В этот момент пан Зенон шепнул на ухо судье, что этот пожелтевший человек, должно быть, когда-то был актером. Судья согласился и прибавил, что его манера говорить и движения кажутся ему неестественными.
— Вы знали это семейство? — продолжал допрашивать Пёлунович.
— Я был его единственным другом, — ответил Лаврентий.
— Это, должно быть, были люди очень бедные?..
— Бедные, сударь, но богобоязненные. Они придерживались принципа: «Терпи со Христом и ради Христа, если хочешь царствовать со Христом», — ответил ростовщик.
— Но ведь у Гоффа был участок?
— Участок продан за долги.
— И как это никто не помог им!..
— Бедные люди, как мы, могут помогать друг другу единственно советом, а советов несчастный Гофф не принимал, ибо…
И ростовщик указал пальцем на лоб.
— Больше никого из семьи у Гоффа нет?
— Никого. Вчера господь призвал к себе дочь, внучка, вы говорите, умерла сегодня, а зять…
Он оборвал речь жестом, обозначающим, что на зятя рассчитывать нечего.
— Есть у вас надежда еще увидеться с Гоффом?
— Я буду искать его и надеюсь, бог поможет мне найти.
— В случае, если вы его найдете, очень просим вас передать ему эти деньги, — сказал Пёлунович, кладя на стол пачку банковых билетов. — Мы займемся похоронами его внучки, — прибавил он, — а теперь мы простимся с вами, сударь.
— Да наградит вас всемогущий господь, сударь! — ответил, кланяясь чуть не до земли, ростовщик.
— А можно узнать, как ваша фамилия? — спросил вдруг Дамазий.
— Фамилия моя… Гжибович! — запнувшись, ответил ростовщик.
Общество покинуло лачугу. Они прошли уже полулицы, когда Пёлунович позвал:
— Густав! Густав!.. Где же Вольский?
— Я что-то его не вижу, — отозвался Дамазий.
— Должно быть, вышел раньше, — добавил Зенон.
— Может, заболел? — с тревогой говорил пан Клеменс. — Я уже, когда сюда шли, заметил, что ему как-то не по себе…
— Благородное сердце! — сказал Дамазий. — Видимо, это расстроило его, и он сбежал… вероятно, домой.

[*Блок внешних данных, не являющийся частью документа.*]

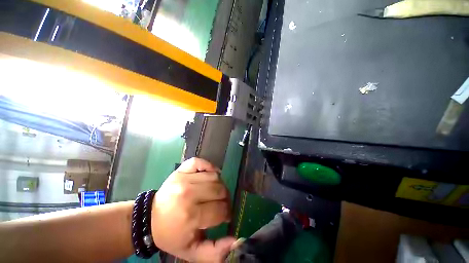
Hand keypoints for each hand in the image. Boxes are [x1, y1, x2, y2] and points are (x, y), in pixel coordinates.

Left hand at [151, 158, 234, 261]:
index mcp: (190, 216)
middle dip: (225, 198)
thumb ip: (215, 252)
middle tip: (221, 203)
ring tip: (214, 192)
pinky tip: (210, 174)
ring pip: (215, 176)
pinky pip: (201, 162)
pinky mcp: (181, 170)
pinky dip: (209, 166)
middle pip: (220, 189)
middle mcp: (188, 194)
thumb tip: (236, 241)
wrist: (149, 219)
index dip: (227, 214)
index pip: (221, 210)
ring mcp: (184, 178)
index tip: (225, 216)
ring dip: (219, 184)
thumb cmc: (172, 235)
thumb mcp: (192, 252)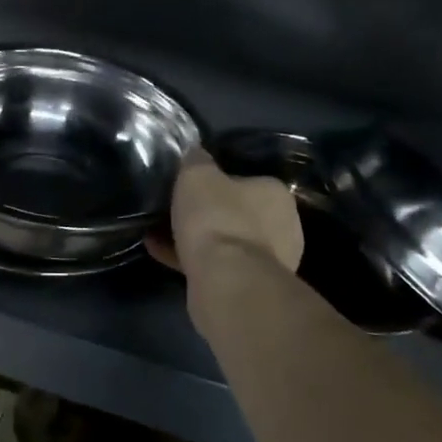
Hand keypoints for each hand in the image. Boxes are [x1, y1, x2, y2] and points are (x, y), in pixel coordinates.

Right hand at [149, 149, 301, 281]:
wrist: (226, 281)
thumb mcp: (197, 175)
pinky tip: (158, 251)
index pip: (247, 180)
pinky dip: (189, 258)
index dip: (217, 181)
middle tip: (176, 209)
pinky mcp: (248, 288)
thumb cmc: (217, 218)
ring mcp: (268, 263)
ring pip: (225, 242)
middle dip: (207, 213)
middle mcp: (282, 228)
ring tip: (159, 231)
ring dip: (196, 238)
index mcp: (276, 195)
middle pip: (237, 213)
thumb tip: (195, 153)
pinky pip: (215, 265)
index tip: (191, 185)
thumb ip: (196, 160)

Выяснив этот вопрос, все направились к дворцу под знаком бараньей головы.
По уходе гостей Лаврентий подошел к столу и стал считать деньги.
В эту же минуту какой-то сдавленный, доносившийся словно из-под земли голос произнес:
— Ой!.. Пожалуй, я уж вылезу…
— Вылезайте, вылезайте, дорогой мой пан Голембёвский, — ответил ростовщик, все еще считая деньги.
Из-под кровати, на которой умерла Констанция, показались две жилистые руки, косматая голова и давно не бритое лицо, затем широкая спина и, наконец, весь человек, огромного роста, одетый в изодранную куртку и сермяжные штаны. Ноги его были грязны и босы.
— Фуу… — передохнул бандит. — Я весь в поту.
— Верю, верю! — с улыбкой ответил пан Лаврентий. — Пан Голембёвский решил было, что это уже за ним…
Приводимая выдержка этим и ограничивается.